Sojourner-Douglass filed its lawsuit in June. Amid the uncertainty, enrollment fell from a recent peak of 1,400 students in 2010 to 400 at the end of the spring semester.
The Internal Revenue Service filed more than $5 million in tax liens against the college last year. Sojourner-Douglass officials closed a campus in Edgewood after the landlord sued to recover unpaid rent, and Baltimore school officials moved city students from a charter school facility run by the college over unpaid utility bills.
The college website could not be accessed Wednesday. Simmons said it has been down since the school lost accreditation.
The decision not to schedule classes for the fall affects campuses in East Baltimore, Owings Mills, Lanham, Cambridge, Salisbury and the Bahamas.
When the hearing on the injunction opened last week, Simmons said he was hopeful that Judge Ellen L. Hollander would order the commission to restore accreditation in time for the start of the fall semester, typically at the end of July.
No students were enrolled, Simmons said, but about 300 had expressed interest in returning. The school employs about 100 people.
But testimony from college officials and commission members has taken longer than expected, and final arguments aren't scheduled until Aug. 17.
Now college officials are hopeful of a decision that would allow the school to offer classes for the winter semester, which begins in November.
"Justice isn't instantaneous," said John H. Morris Jr., a lawyer for Sojourner-Douglass.

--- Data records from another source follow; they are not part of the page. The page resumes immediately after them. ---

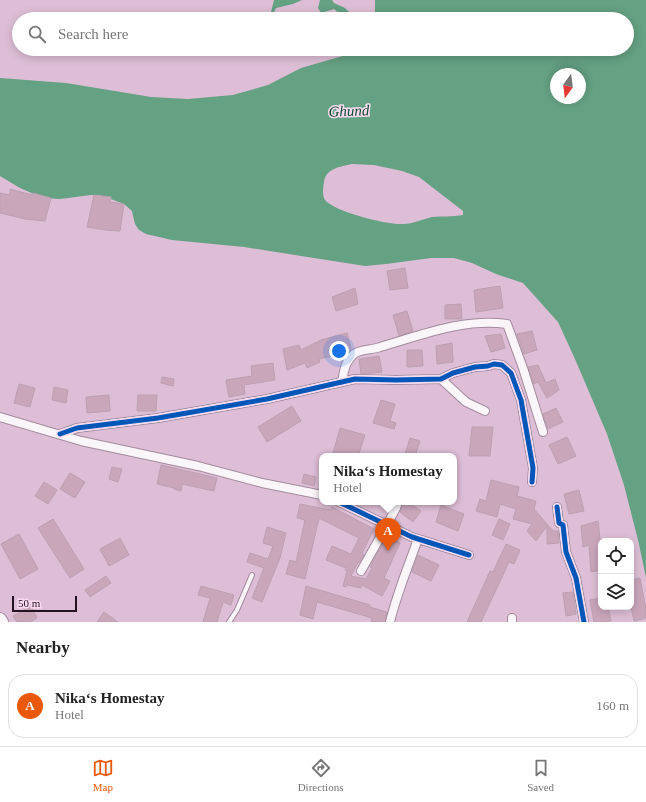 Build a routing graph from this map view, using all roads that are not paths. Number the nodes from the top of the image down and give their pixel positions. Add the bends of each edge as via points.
1 (441, 379) junction
2 (342, 382) junction
3 (485, 411) dead end
4 (0, 417) edge
5 (543, 432) dead end
6 (60, 434) junction
7 (532, 482) dead end
8 (319, 494) edge
9 (344, 505) edge
10 (397, 505) edge
11 (557, 507) dead end
12 (387, 525) junction
13 (418, 538) junction
14 (469, 555) dead end
15 (361, 571) dead end
16 (252, 575) dead end
17 (0, 619) edge
18 (2, 622) edge
19 (229, 622) edge
20 (390, 622) edge
21 (584, 622) edge

1 - 2 street via 355,379
1 - 3 street via 466,402
1 - 7 street via 475,367 494,364 502,365 511,373 525,422 533,468
2 - 5 street via 348,360 356,352 459,325 507,324
2 - 6 street via 267,399 158,418 77,428
4 - 6 street
6 - 8 street
9 - 12 street
10 - 12 street
11 - 21 street via 559,523 563,525 566,552 576,578
12 - 13 street
12 - 15 street
13 - 14 street
13 - 20 street via 396,595
16 - 19 lane
17 - 18 main road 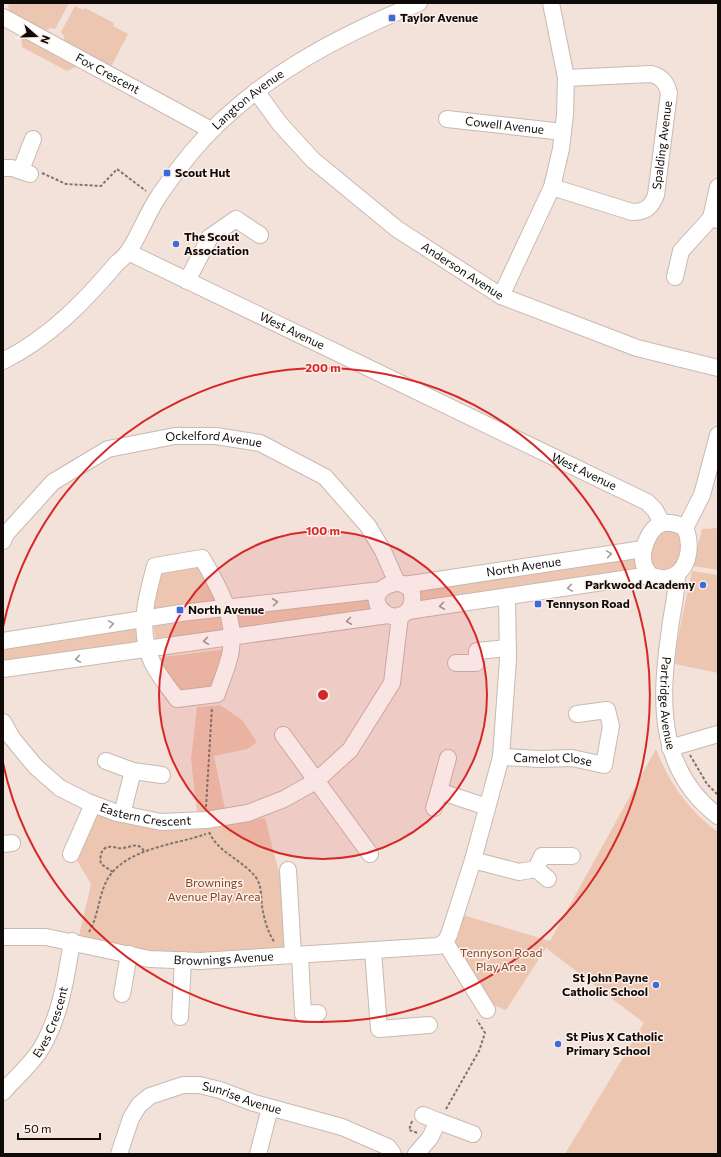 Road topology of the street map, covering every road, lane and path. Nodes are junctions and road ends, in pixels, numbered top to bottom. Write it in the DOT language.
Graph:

"We are fighting for our lives, and the issues are important ones that may take time to decide and they need to be decided correctly, which may take longer than we hoped," he said. "The school is ultimately fighting to reopen for semesters beyond the fall."
Kareem Aziz, director of institutional research and planning at Sojourner-Douglass, submitted documents to the court identifying nine schools that had lost $1 million or more in the past reporting cycle. He wrote that Sojourner-Douglass was the only school to lose its accreditation.
Middle States Commission members testified that race was not a factor in their decision.
"In this country and in this city, there are a lot of problems with race that need to be addressed. This is not one of them," said George Pruitt, the commission chair. "This is not about race. This is about finances and money."
The commission warned Sojourner-Douglass in 2011 that it was in danger of losing accreditation because it lacked adequate financial resources.
The commission gave the school three years — the standard period, plus a one-year extension — to resolve its challenges. But commission officials said the finances remain unstable, and the college officials had not satisfied the requirements they had set out.
The school told the court it has a plan to repay the IRS, and made an initial payment of $154,962.
Pruitt said it was not enough.
"The standard is not to have a plan to be in compliance," he said. "The standard is to be in compliance."
Supporters have rallied behind Sojourner-Douglass.
In a letter to Pruitt, Rep. Elijah E. Cummings wrote that the school "gave so many a renewed hope that they could rise above what others had determined they could be."
"Additionally, in these tough economic times, job creation and retention are priorities in all locales," the Baltimore Democrat wrote. "If Sojourner-Douglass loses its accreditation it would have devastating effects on the employment of current staff and faculty. It would also damage the employment and career prospects of many who plan to attend this non-traditional, independent College."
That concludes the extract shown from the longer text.